La mentira que defienden para llegar a tan amarga conclusión es tan sobradamente
conocida que sorprende la falta de ingenio: el hambre es resultado de la escasez
de alimentos, por lo que se requiere aumentar la productividad, y eso sólo sabe
hacerlo la industria agrícola, eficiente y dinámica, no la pequeña agricultura,
lastre del desarrollo.
Lo
contrario de decir
verdades es decir mentiras
Si
por algo se caracteriza el sistema agroalimentario industrial es por su
ineficacia a la hora de producir alimentos y combatir el hambre: en la
agricultura y ganadería industrial se acaba despilfarrando la mitad de lo que se
produce; en la pesca industrial se descarta casi 40 por ciento de lo que se
pesca y –si hablamos de comer– ¿de qué nos sirve un modelo que destina las
mayores plantaciones del planeta para materias primas que no consume
directamente el ser humano?: granos para combustibles y piensos, árboles para
celulosa, soya para cualquier cosa, etcétera.
Finalmente, cuando la industria alimentaria de los monocultivos produce
alimentos para las personas, éstos siguen siempre la misma ruta: de las áreas de
pobreza y hambre a las áreas de dinero y abundancia.
Por
el contrario, y utilizando ejemplos de los mismos países a los que el artículo
se refiere, en Rusia, Ucrania y Kazajstán la productividad
es muchísimo más alta en las tierras en manos campesinas que en aquellas en
manos del agronegocio, como explica el documento comparativo elaborado por La
Vía Campesina, Grain, Etc Group, entre otros.
La población campesina (más de la mitad de la población mundial),
aún desposeída de los recursos productivos, es capaz de producir 70
por ciento de los alimentos del planeta, pero son ellas y ellos
también el colectivo con mayor porcentaje de pobreza y carestías |
“Las y los pequeños agricultores de Rusia –continúa el documento– producen más
de la mitad del producto agrícola con sólo un cuarto del área agrícola; en
Ucrania son la fuente de 55 por ciento de la producción con sólo 16 por ciento
de la tierra, mientras en Kazajstán entregan 73 por ciento con apenas la mitad
de la superficie”.
Es
fácil de entender: una finca agroindustrial se diseña para un monocultivo que
crece a base de fertilizantes, maquinaria, pesticidas… dando por resultado un
buen número de unidades alimentarias por hectárea pero castigando tanto el suelo
que progresivamente sus cosechas van disminuyendo.
La
agricultura campesina, en la misma superficie, produce variados cultivos que
hacen una cesta final mayor, cuidando –como premisa fundamental– el suelo, que
cuando sólo se mantienen o mejoran sus rendimientos.
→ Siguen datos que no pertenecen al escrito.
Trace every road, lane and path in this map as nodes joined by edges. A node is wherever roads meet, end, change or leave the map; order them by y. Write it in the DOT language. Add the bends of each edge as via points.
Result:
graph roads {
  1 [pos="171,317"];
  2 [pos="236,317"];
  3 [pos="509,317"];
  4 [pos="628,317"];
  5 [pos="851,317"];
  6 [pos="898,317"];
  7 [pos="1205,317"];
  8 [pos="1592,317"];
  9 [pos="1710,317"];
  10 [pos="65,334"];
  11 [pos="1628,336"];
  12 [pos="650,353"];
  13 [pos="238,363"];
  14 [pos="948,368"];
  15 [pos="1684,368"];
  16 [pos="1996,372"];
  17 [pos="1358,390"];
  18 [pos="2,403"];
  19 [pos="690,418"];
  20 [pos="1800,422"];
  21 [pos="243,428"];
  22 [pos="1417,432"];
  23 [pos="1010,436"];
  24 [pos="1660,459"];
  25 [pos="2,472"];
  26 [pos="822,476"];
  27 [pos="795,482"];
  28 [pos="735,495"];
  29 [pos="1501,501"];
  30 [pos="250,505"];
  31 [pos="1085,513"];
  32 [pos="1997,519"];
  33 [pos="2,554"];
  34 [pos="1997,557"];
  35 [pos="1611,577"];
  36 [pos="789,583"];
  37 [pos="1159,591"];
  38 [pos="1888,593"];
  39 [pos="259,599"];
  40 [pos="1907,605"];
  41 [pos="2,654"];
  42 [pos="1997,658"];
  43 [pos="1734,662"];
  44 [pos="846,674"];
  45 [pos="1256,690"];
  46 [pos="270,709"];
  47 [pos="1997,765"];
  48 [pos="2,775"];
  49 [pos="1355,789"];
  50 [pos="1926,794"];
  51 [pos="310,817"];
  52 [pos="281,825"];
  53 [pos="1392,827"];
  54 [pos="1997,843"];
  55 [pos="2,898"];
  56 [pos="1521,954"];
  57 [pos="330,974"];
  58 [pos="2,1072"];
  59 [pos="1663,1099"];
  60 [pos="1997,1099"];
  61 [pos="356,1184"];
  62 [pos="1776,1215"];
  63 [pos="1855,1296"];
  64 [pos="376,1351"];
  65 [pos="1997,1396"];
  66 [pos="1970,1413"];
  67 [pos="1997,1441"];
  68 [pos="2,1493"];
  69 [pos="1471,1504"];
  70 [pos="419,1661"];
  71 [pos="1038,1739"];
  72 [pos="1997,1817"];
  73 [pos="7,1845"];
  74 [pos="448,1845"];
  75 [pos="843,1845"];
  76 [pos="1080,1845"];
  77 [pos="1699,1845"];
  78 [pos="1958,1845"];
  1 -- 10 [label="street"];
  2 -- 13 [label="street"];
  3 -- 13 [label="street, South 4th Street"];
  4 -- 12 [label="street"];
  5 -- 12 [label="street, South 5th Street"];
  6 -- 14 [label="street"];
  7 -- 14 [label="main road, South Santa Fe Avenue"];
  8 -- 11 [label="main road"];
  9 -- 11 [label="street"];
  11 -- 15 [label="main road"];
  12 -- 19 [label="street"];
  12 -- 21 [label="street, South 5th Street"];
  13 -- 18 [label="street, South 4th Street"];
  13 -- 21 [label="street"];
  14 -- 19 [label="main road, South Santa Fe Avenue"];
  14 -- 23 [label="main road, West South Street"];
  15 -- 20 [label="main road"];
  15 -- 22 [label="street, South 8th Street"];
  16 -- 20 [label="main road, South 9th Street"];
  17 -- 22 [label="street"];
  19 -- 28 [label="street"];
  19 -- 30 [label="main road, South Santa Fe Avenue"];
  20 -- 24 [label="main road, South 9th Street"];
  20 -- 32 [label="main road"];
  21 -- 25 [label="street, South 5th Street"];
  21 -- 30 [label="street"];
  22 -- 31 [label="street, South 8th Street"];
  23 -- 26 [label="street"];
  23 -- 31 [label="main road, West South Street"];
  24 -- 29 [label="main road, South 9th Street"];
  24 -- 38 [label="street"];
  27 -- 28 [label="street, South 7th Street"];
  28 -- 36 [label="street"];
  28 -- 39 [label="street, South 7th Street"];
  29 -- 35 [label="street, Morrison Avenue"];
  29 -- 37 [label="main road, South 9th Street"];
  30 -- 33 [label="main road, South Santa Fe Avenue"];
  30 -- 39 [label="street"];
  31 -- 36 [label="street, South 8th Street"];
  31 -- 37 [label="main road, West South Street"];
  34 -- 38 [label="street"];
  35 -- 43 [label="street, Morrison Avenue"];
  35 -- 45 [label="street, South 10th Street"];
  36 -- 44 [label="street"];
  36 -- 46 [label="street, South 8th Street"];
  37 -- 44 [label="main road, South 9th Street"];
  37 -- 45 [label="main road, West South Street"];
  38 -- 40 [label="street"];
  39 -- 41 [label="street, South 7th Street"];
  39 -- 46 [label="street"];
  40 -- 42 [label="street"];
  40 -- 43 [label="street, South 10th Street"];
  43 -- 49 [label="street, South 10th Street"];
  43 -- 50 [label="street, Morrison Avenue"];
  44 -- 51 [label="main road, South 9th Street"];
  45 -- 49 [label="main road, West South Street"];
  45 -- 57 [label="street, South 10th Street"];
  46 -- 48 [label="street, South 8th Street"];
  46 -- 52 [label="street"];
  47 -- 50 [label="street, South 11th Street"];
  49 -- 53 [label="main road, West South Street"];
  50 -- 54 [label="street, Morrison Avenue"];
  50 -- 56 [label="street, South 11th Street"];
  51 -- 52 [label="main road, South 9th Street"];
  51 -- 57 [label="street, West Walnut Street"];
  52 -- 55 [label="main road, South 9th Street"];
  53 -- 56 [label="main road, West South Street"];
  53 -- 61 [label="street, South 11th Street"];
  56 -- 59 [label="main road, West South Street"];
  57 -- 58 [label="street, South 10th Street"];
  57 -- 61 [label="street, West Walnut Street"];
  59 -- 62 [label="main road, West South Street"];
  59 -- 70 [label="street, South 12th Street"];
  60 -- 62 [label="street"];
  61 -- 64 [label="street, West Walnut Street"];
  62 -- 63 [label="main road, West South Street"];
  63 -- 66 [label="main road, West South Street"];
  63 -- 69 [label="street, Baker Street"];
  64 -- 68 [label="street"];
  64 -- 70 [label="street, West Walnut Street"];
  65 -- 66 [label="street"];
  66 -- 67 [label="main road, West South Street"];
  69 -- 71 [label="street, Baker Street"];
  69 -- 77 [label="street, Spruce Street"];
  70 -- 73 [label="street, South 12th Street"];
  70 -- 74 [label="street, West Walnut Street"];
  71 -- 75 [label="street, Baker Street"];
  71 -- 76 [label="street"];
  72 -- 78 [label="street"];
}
No es la capacidad productiva campesina la razón de la crisis alimentaria, sino
las dificultades con las que la población campesina debe convivir para ponerla
en práctica:
las mejores tierras (lo hemos visto) en manos ajenas; normativas que favorecen
los negocios de importación y exportación, arrinconando a las pequeñas
agriculturas nacionales; la industria alimentaria subvencionada, junto con las
desregulaciones, hace que se paguen los alimentos a las y los productores por
debajo de sus costos, mientras que el precio final en el mercado lo marca la
especulación en las bolsas de Chicago o Nueva York; la expansión de los
monocultivos expulsa a millones de personas campesinas de sus tierras o se hace
con sus aguas de riego, y hay muchas más razones.
Si el hambre campesina –no hay duda– nace de la voracidad de la industria
agraria, es inaceptable que la FAO, organismo de Naciones Unidas, olvide a los
seres humanos y sus derechos para ponerse al servicio de los agronegocios de
especuladores financieros, bancos o transnacionales y de sus cajas de caudales.
Si
verdaderamente la FAO quiere combatir el hambre debe mejorar su análisis.
La población campesina (más de la mitad de la población mundial), aún desposeída
de los recursos productivos, es capaz de producir 70 por ciento de los alimentos
del planeta, pero son ellas y ellos también el colectivo con mayor porcentaje de
pobreza y carestías.
No piensen en producir más alimentos; piensen en cómo reproducir medios de vida
para la población productora de alimentos, las y los campesinos: seres humanos
con los pies en la tierra.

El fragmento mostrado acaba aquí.